> What is required: Output all of the listing, leaving every line exactly as written.

> Data extracts:
• • • •
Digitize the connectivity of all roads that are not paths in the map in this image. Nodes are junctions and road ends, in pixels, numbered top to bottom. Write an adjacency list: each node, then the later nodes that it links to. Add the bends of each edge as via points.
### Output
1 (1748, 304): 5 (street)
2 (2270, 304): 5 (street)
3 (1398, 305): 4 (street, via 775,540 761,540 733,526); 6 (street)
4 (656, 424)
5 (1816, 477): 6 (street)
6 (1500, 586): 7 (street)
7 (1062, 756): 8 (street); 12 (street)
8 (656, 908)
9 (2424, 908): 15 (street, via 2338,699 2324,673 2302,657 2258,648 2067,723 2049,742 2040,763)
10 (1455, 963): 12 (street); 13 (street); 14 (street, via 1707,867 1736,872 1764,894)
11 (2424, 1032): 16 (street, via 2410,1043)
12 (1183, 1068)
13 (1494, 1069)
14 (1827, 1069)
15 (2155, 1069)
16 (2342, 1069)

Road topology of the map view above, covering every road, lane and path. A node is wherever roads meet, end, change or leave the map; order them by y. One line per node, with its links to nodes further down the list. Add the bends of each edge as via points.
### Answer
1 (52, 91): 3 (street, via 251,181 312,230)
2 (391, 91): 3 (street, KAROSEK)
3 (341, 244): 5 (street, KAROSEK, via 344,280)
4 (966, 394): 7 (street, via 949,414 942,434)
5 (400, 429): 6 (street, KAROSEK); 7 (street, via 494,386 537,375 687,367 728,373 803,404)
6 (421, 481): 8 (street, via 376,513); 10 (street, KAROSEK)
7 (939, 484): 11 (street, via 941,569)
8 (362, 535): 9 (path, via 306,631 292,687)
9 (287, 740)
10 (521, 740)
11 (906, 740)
• • • •
> Output for this task:
Digitize the connectivity of all roads that are not paths in the map in this image. Nodes are junctions and road ends, in pixels, numbered top to bottom. Write an adjacency list: each node, then the later nodes that it links to. Add the bends of each edge as via points.
### Output
1 (1748, 304): 5 (street)
2 (2270, 304): 5 (street)
3 (1398, 305): 4 (street, via 775,540 761,540 733,526); 6 (street)
4 (656, 424)
5 (1816, 477): 6 (street)
6 (1500, 586): 7 (street)
7 (1062, 756): 8 (street); 12 (street)
8 (656, 908)
9 (2424, 908): 15 (street, via 2338,699 2324,673 2302,657 2258,648 2067,723 2049,742 2040,763)
10 (1455, 963): 12 (street); 13 (street); 14 (street, via 1707,867 1736,872 1764,894)
11 (2424, 1032): 16 (street, via 2410,1043)
12 (1183, 1068)
13 (1494, 1069)
14 (1827, 1069)
15 (2155, 1069)
16 (2342, 1069)

Road topology of the map view above, covering every road, lane and path. A node is wherever roads meet, end, change or leave the map; order them by y. One line per node, with its links to nodes further down the list. Add the bends of each edge as via points.
### Answer
1 (52, 91): 3 (street, via 251,181 312,230)
2 (391, 91): 3 (street, KAROSEK)
3 (341, 244): 5 (street, KAROSEK, via 344,280)
4 (966, 394): 7 (street, via 949,414 942,434)
5 (400, 429): 6 (street, KAROSEK); 7 (street, via 494,386 537,375 687,367 728,373 803,404)
6 (421, 481): 8 (street, via 376,513); 10 (street, KAROSEK)
7 (939, 484): 11 (street, via 941,569)
8 (362, 535): 9 (path, via 306,631 292,687)
9 (287, 740)
10 (521, 740)
11 (906, 740)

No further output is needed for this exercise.